My heresy is actually a bit Pentecostal, in that my faith is less in systems that work from the top down, more in dialogue that works from the bottom up, out of respect for the work being cited and the needs of readers. I use OCLC (that bibliographical Wal-Mart), even if it is dull and often mean: Bigmore and Wyman is less useful, but I love it because it was done for readers like me. Citations work best when they serve their readers. The ideal may be “concise but sufficient,” but it helps if citations serve me and my kindred. Citations ought to play up the odd details of written memory that stimulate readers—and these are of course details of physical presentation as well as textual content. APHA members know how the taste and experience that go into producing physical objects are reflected in the experience of reading. The same spirit of sensitivity—the same crystal goblet—needs to go into the dialogue that leads readers to citations. Over the week you’ll no doubt have picked up citations. It’s one reason why you’re here in person, and why you talk to colleagues.

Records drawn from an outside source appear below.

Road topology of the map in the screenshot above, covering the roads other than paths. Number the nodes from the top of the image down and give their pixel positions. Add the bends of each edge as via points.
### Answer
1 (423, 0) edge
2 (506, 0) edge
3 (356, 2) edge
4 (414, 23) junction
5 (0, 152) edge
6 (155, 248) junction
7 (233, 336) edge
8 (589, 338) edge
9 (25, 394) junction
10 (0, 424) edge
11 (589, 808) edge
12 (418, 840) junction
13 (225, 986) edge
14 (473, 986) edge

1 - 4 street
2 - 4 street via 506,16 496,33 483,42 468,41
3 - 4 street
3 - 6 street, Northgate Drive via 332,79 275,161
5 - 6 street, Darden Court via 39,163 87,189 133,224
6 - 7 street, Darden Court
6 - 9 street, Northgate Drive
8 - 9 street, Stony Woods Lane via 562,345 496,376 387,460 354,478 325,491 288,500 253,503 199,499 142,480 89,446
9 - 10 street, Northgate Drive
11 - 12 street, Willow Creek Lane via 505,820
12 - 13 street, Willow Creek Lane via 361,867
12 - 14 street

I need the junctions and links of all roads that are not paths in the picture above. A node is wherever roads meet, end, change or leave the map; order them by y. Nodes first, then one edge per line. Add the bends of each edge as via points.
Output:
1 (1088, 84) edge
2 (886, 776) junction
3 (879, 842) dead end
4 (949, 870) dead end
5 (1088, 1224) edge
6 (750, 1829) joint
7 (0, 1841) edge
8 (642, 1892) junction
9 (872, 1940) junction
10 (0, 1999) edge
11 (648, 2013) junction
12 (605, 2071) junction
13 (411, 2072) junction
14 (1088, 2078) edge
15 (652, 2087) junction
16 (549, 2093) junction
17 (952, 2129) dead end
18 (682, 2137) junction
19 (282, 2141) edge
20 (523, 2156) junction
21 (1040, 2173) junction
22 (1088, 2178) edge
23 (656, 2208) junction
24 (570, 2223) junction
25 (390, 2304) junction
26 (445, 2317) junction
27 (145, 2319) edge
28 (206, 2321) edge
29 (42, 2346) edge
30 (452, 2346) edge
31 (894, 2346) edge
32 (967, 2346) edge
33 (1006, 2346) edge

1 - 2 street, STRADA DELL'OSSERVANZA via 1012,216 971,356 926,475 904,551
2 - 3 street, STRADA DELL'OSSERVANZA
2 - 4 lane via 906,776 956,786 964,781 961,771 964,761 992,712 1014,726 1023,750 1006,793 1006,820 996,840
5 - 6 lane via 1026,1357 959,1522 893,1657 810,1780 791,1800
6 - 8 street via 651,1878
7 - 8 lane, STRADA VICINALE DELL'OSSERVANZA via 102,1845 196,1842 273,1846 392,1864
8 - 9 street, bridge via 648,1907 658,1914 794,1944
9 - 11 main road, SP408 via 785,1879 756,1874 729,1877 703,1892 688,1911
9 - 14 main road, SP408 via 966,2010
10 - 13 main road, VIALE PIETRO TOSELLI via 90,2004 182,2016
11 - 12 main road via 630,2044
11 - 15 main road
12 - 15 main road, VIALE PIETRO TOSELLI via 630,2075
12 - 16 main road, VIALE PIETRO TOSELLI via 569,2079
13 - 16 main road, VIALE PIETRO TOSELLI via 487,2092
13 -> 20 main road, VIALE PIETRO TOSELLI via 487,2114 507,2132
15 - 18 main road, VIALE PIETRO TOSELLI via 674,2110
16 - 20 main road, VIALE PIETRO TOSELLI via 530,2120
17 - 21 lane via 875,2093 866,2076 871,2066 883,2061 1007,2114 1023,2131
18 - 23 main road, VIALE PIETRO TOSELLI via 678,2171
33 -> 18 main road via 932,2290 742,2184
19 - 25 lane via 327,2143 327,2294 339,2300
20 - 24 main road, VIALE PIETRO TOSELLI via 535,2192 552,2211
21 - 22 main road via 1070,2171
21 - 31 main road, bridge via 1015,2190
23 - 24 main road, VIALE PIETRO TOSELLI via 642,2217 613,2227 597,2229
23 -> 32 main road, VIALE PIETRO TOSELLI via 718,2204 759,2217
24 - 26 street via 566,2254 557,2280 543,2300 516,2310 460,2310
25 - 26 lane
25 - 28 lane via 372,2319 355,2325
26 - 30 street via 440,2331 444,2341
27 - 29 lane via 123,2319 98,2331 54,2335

Finally, bad scholarship. (Strike four.) The list of my typos and errors is long. I’m left-handed, a bit dyslexic, a romantic visionary, lazy, in other words much in need of good editors and proofreaders. Also, like too many of us, clueless, even clueless about my cluelessness. And sometimes just plain wrong, as in the story of the first printed musical notes in Jean Gerson’s Collectorium super Magnificat (ca. 1473). Dull stuff to look at: five quads placed in the forme upside-down at various heights on the page, the staff lines to be drawn in by hand. I’ve too often repeated the conventional wisdom that the printer was Conrad Fyner in Esslingen. Instead, it may be the work of Heinrich Eggestein in Strasbourg. I learned about all just recently in the Sotheby auction catalogue of the Kraus inventory. (And so booksellers’ citations are often more reliable than scholarly prose or cataloguing records: and so who is surprised?) Sotheby-Kraus cites a 1950 Gutenberg Jahrbuch piece by Victor Scholderer. Now I remember old Scholderer from the British Museum. Alec Hyatt King, my mentor there; pointed him out to me in the North Library, and most admiringly. But Alec’s own book on music printing says Fyner.

So did Alec even know Scholderer’s piece? Or did he talk to Scholderer, who said he had second thoughts? ISTC (or now IISTC2, or someday IIISTC3 or 4) may settle the question. And it could be that fifty years behind the times is the right place to be. In any event, my cop-out—and my point—is that bibliography (like music making, and like printing) depends on stability, evanescence, and monuments, but also on activities and processes. It works when scholars and compilers know how to talk to readers, both at large and in their specialties; and readers who know when and how to figure out what is really going on. To my thinking, bibliographicalbricolage—tinkering, improvising, tweaking, wits and smarts—is just as important as methodology and system. (Understandably, my life in academia has not always been a happy one.) In music, similar skills are needed by a string quartet when, for instance, the violist has a bad back, the weather outside is unseasonably balmy so as to affect the intonation of the instruments, and I am snoring in the third row. In printing, I live in hopes of someone writing a history of the practice of makeready.

Here endeth my confessional, and I hope nobody is too disgraced. Have no doubts about it, however: for all my ill manners, vulgarity, heresy, and fallibility, I’m absolutely delighted to receive this honor, and most genuinely grateful.